Although the true origins of the mint julep are a bit cloudy, history would have it that the mint julep, as we know it today, originated in the southern United States, probably during the eighteenth century. U.S. Senator Henry Clay of Kentucky introduced the drink to Washington, D.C., at the Round Robin Bar in the famous Willard Hotel during his residence in the city.
The term “julep” is generally defined as a sweet drink, particularly one used as a vehicle for medicine. The word itself is derived from the Persian word Golâb, meaning rose water. Americans have not only enjoyed bourbon-based juleps over the centuries, but also gin-based juleps made with genever, an aged gin. In Jerry Thomas’ Bartenders Guide of 1887, you can find a recipe for the mint julep calling for alternate spirits like brandy, gin or whiskey.
Since 1938, Churchill Downs has promoted the mint julep has been promoted in association with the Kentucky Derby. Each year nearly 120,000 juleps are served over the two-day period of the Kentucky Oaks and the Kentucky Derby.
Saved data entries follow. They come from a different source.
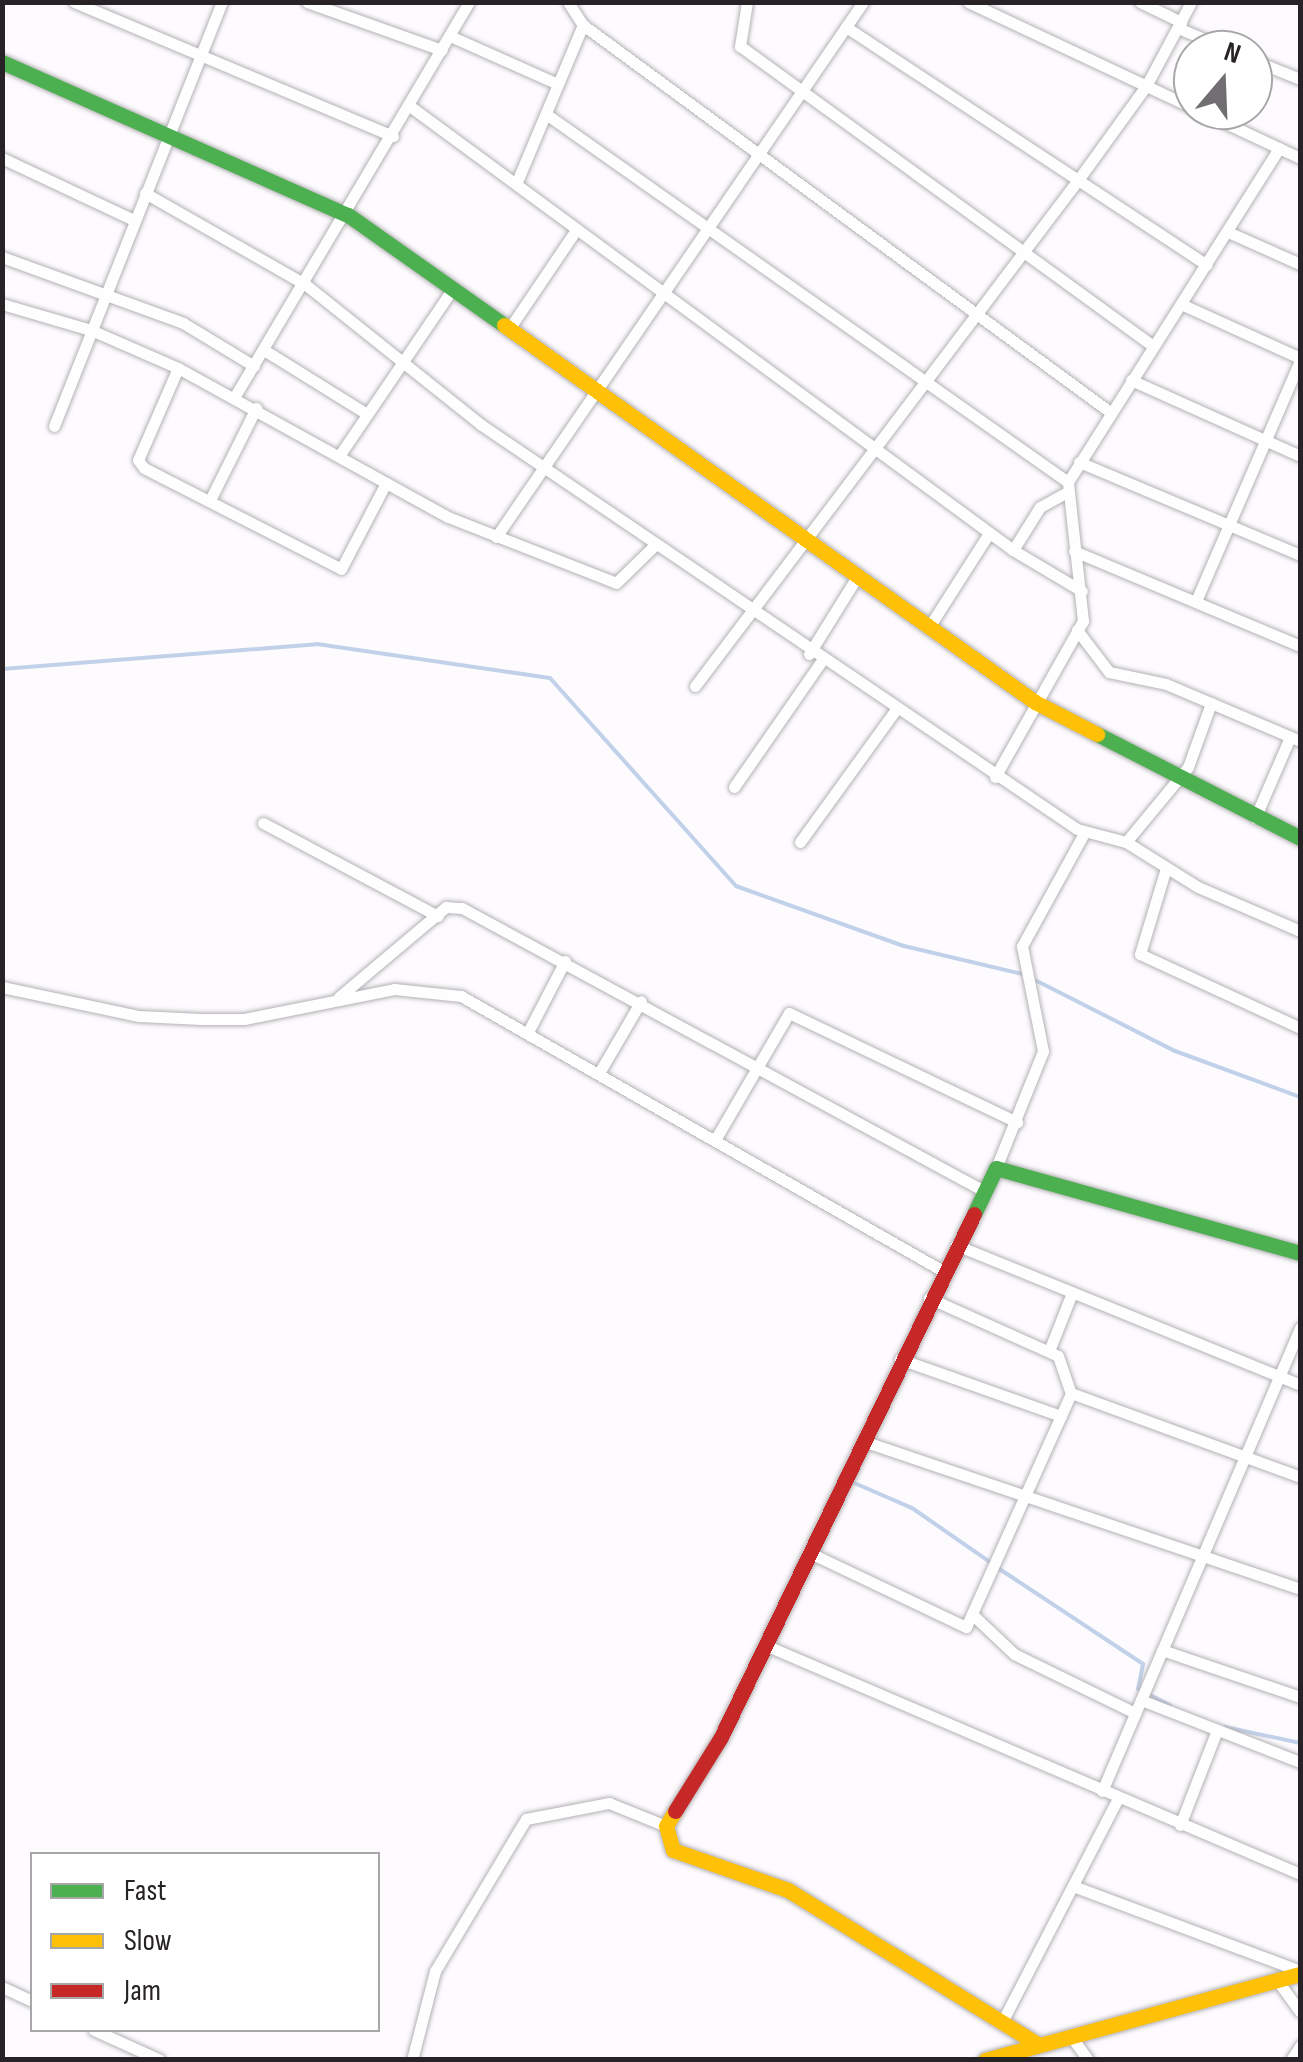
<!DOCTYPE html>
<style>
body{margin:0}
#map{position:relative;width:1303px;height:2062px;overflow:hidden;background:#fdfbfe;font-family:"Sofia Sans Condensed",sans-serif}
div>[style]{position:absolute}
.stream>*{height:4px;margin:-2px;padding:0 2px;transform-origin:2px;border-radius:2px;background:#c2d1ea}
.roads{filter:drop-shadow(0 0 2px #b3b1b4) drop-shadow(0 0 2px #b3b1b4)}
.street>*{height:11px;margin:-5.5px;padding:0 5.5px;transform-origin:5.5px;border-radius:5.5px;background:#fffeff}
.fast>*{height:15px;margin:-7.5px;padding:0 7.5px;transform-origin:7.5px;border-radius:7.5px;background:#4caf50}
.slow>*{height:15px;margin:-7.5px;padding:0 7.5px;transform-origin:7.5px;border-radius:7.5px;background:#ffc107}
.jam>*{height:15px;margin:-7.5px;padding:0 7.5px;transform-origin:7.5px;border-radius:7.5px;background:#c62828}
span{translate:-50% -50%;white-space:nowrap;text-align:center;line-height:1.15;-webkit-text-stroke:8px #fff;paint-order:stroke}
.frame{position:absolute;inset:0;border:5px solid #262226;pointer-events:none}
.legend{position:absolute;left:30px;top:1852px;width:350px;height:180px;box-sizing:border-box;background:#fff;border:2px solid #a8a7a8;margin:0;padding:12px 18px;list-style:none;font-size:30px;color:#262226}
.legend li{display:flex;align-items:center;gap:20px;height:50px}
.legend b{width:50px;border:2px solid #a8a7a8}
.north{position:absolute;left:1173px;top:30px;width:100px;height:100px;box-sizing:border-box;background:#fff;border:2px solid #a8a7a8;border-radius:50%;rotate:19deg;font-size:28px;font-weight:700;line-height:40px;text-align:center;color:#262226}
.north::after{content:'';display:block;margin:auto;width:35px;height:45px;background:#716e72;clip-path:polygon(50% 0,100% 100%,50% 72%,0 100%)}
</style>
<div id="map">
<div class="stream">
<div style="left:2px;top:669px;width:316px;rotate:-4.5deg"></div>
<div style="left:317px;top:644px;width:235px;rotate:8.3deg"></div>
<div style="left:550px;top:678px;width:279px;rotate:48.2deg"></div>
<div style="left:736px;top:886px;width:178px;rotate:19.7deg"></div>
<div style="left:904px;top:946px;width:121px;rotate:13.3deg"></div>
<div style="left:1031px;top:978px;width:161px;rotate:26.9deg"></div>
<div style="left:1175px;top:1051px;width:133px;rotate:20.2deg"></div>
<div style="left:852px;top:1482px;width:65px;rotate:23.4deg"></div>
<div style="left:912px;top:1508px;width:95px;rotate:34.7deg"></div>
<div style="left:998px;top:1568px;width:174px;rotate:33.5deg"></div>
<div style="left:1143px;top:1664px;width:25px;rotate:101deg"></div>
<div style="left:1138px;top:1689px;width:36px;rotate:27deg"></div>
<div style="left:1225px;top:1727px;width:77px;rotate:12deg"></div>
</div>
<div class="roads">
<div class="street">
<div style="left:74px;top:2px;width:346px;rotate:22.8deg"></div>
<div style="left:307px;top:2px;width:143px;rotate:19.6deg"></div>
<div style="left:568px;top:2px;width:27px;rotate:57deg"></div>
<div style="left:583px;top:25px;width:654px;rotate:36.29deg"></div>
<div style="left:747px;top:2px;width:45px;rotate:99deg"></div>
<div style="left:740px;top:46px;width:510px;rotate:35.99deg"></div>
<div style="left:968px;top:2px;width:249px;rotate:25.2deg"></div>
<div style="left:1140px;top:2px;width:46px;rotate:26deg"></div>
<div style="left:846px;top:27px;width:432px;rotate:33.4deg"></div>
<div style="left:1178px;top:28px;width:56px;rotate:22.9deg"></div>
<div style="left:450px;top:36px;width:118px;rotate:24deg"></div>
<div style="left:1253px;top:60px;width:51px;rotate:22deg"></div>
<div style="left:411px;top:107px;width:747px;rotate:36.35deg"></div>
<div style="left:1013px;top:550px;width:80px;rotate:30.7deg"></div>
<div style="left:1198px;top:110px;width:113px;rotate:25.2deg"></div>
<div style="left:546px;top:114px;width:639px;rotate:35.18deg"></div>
<div style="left:2px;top:158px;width:146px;rotate:25.2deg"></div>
<div style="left:516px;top:184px;width:173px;rotate:-67.2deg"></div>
<div style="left:145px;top:193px;width:185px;rotate:29.7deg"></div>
<div style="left:306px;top:285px;width:223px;rotate:38.6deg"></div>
<div style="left:480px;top:424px;width:721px;rotate:34.15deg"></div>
<div style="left:1077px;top:829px;width:51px;rotate:14.9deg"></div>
<div style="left:1126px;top:842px;width:85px;rotate:32deg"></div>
<div style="left:1198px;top:887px;width:111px;rotate:23.3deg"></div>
<div style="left:1228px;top:232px;width:79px;rotate:24deg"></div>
<div style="left:2px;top:257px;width:193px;rotate:20deg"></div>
<div style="left:183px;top:323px;width:83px;rotate:31.2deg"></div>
<div style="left:2px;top:304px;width:93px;rotate:16.3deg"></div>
<div style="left:91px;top:330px;width:95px;rotate:23.6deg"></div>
<div style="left:178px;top:368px;width:308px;rotate:28.9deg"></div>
<div style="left:448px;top:517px;width:180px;rotate:21.4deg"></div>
<div style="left:616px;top:583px;width:54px;rotate:-44.3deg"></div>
<div style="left:1181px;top:304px;width:131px;rotate:24.4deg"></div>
<div style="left:511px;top:326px;width:116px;rotate:-55.9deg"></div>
<div style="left:264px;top:350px;width:121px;rotate:31.9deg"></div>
<div style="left:178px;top:368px;width:100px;rotate:113.5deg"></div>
<div style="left:138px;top:460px;width:10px;rotate:53deg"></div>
<div style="left:144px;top:468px;width:221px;rotate:27.1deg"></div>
<div style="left:341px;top:569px;width:97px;rotate:-62.4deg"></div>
<div style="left:1131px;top:380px;width:185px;rotate:24.2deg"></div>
<div style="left:235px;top:396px;width:458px;rotate:-59.3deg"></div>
<div style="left:54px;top:426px;width:456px;rotate:-68.4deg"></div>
<div style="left:339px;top:456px;width:204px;rotate:-55.8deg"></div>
<div style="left:1079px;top:462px;width:240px;rotate:22.8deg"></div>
<div style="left:210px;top:500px;width:103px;rotate:-63.4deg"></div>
<div style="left:496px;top:537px;width:649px;rotate:-55.55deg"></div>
<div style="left:1013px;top:550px;width:51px;rotate:-57.9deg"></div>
<div style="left:1040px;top:507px;width:29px;rotate:-29deg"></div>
<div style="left:1074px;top:551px;width:245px;rotate:22.8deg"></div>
<div style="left:1196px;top:601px;width:262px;rotate:-66.6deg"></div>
<div style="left:929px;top:627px;width:112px;rotate:-57.4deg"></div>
<div style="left:1077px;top:630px;width:53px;rotate:52.7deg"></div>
<div style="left:1109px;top:672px;width:58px;rotate:11.9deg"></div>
<div style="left:1166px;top:684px;width:146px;rotate:23deg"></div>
<div style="left:809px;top:654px;width:91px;rotate:-58.1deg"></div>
<div style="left:695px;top:686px;width:635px;rotate:-52.88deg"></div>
<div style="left:1078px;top:180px;width:116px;rotate:-54.1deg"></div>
<div style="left:1146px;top:86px;width:95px;rotate:-61.8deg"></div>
<div style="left:995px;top:777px;width:179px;rotate:-60.6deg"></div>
<div style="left:1083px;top:621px;width:140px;rotate:-96.2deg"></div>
<div style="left:1068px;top:482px;width:395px;rotate:-57.7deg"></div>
<div style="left:734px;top:787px;width:152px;rotate:-55.2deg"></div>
<div style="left:1255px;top:818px;width:88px;rotate:-66.6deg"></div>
<div style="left:263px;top:823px;width:198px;rotate:28deg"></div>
<div style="left:800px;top:842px;width:162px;rotate:-54.1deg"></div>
<div style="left:1126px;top:842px;width:97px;rotate:-50.4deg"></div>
<div style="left:1188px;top:767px;width:68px;rotate:-70.2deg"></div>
<div style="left:1166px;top:868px;width:90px;rotate:106.8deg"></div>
<div style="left:1140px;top:954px;width:176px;rotate:24.8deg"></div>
<div style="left:2px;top:987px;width:140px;rotate:12deg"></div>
<div style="left:139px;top:1016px;width:62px;rotate:2.8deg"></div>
<div style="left:201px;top:1019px;width:43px"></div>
<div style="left:244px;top:1019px;width:153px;rotate:-11.3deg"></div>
<div style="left:394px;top:989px;width:67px;rotate:6deg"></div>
<div style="left:461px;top:996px;width:555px;rotate:29.71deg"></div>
<div style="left:339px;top:997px;width:140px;rotate:-40.1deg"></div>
<div style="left:446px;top:907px;width:16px;rotate:4deg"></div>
<div style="left:462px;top:908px;width:594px;rotate:28.46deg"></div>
<div style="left:528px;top:1032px;width:80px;rotate:-62.5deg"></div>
<div style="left:599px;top:1073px;width:83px;rotate:-59.7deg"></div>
<div style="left:715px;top:1140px;width:147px;rotate:-59.8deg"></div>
<div style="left:789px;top:1013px;width:253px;rotate:25.6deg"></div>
<div style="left:996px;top:1168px;width:126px;rotate:-68.1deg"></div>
<div style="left:1043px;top:1051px;width:107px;rotate:-101.3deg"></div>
<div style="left:1022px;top:946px;width:129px;rotate:-61.2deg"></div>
<div style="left:956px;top:1245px;width:371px;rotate:22.1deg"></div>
<div style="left:929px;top:1298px;width:141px;rotate:24.2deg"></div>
<div style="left:1058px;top:1356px;width:39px;rotate:71deg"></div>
<div style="left:1049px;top:1351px;width:62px;rotate:-68.4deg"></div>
<div style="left:900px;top:1359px;width:171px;rotate:19.5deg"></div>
<div style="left:863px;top:1441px;width:461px;rotate:18.7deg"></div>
<div style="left:808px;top:1552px;width:175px;rotate:25.4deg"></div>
<div style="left:966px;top:1627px;width:256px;rotate:-65.8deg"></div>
<div style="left:1071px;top:1393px;width:244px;rotate:20.1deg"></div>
<div style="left:974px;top:1616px;width:55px;rotate:43.5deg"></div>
<div style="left:1014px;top:1654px;width:135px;rotate:26deg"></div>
<div style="left:765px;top:1645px;width:582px;rotate:23.17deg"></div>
<div style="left:1162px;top:1650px;width:146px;rotate:18.8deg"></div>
<div style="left:1141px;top:1700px;width:171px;rotate:21.3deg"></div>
<div style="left:1102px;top:1791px;width:504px;rotate:-66.85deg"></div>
<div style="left:1180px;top:1825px;width:102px;rotate:-68.7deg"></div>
<div style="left:1073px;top:1886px;width:242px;rotate:20.5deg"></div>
<div style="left:1277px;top:1980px;width:39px;rotate:54deg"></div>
<div style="left:2px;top:1987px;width:33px;rotate:25deg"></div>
<div style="left:1002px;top:2022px;width:252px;rotate:-62.6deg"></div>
<div style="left:94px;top:2030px;width:72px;rotate:24.4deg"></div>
<div style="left:1070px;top:2035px;width:31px;rotate:54deg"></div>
<div style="left:412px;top:2060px;width:92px;rotate:-75.5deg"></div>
<div style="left:435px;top:1971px;width:177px;rotate:-59.1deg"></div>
<div style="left:526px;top:1819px;width:85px;rotate:-10.9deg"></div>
<div style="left:609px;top:1803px;width:61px;rotate:22deg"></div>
<div style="left:1291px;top:2060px;width:17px;rotate:-57deg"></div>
</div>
<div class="fast">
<div style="left:2px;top:62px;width:378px;rotate:23.9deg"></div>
<div style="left:348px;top:215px;width:191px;rotate:35.2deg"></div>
<div style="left:1097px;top:734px;width:228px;rotate:27.1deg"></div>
<div style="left:974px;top:1214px;width:51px;rotate:-64.4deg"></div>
<div style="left:996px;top:1168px;width:316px;rotate:15.6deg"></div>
</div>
<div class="slow">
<div style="left:504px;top:325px;width:651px;rotate:35.37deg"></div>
<div style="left:1035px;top:702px;width:70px;rotate:27.3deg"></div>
<div style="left:675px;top:1811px;width:17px;rotate:121deg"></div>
<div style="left:666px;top:1826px;width:25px;rotate:74deg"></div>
<div style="left:673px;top:1850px;width:122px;rotate:19.2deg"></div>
<div style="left:788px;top:1890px;width:293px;rotate:31.7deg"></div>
<div style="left:985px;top:2060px;width:327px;rotate:-15.3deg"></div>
</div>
<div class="jam">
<div style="left:675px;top:1811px;width:87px;rotate:-58.1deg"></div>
<div style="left:721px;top:1737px;width:581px;rotate:-64.18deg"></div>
</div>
</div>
<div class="frame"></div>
<ul class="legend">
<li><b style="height:12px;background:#4caf50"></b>Fast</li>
<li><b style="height:12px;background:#ffc107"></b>Slow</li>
<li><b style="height:12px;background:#c62828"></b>Jam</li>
</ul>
<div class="north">N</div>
</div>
Interestingly, the mint juleps served at the Kentucky Derby for the past 18 years do not contain bourbon, but whiskey, due to a contract with the Brown-Forman Corporation.
In keeping with all things authentic, and tradition, here is a recipe for an authentic bourbon mint julep. Enjoy!
Traditional Mint Julep Recipe: Kentucky Derby Style
- 1-1/2 parts Maker’s Mark Bourbon
- Fresh mint
- 2 tablespoons simple syrup* muddled with mint
- Splash of distilled water
- Powdered sugar
Directions: Mix together simple syrup* muddled with mint, Maker’s Mark® Bourbon and distilled water. Fill glass with crushed ice and pour mixture over top. Sprinkle top of ice with powdered sugar. Garnish with a mint sprig.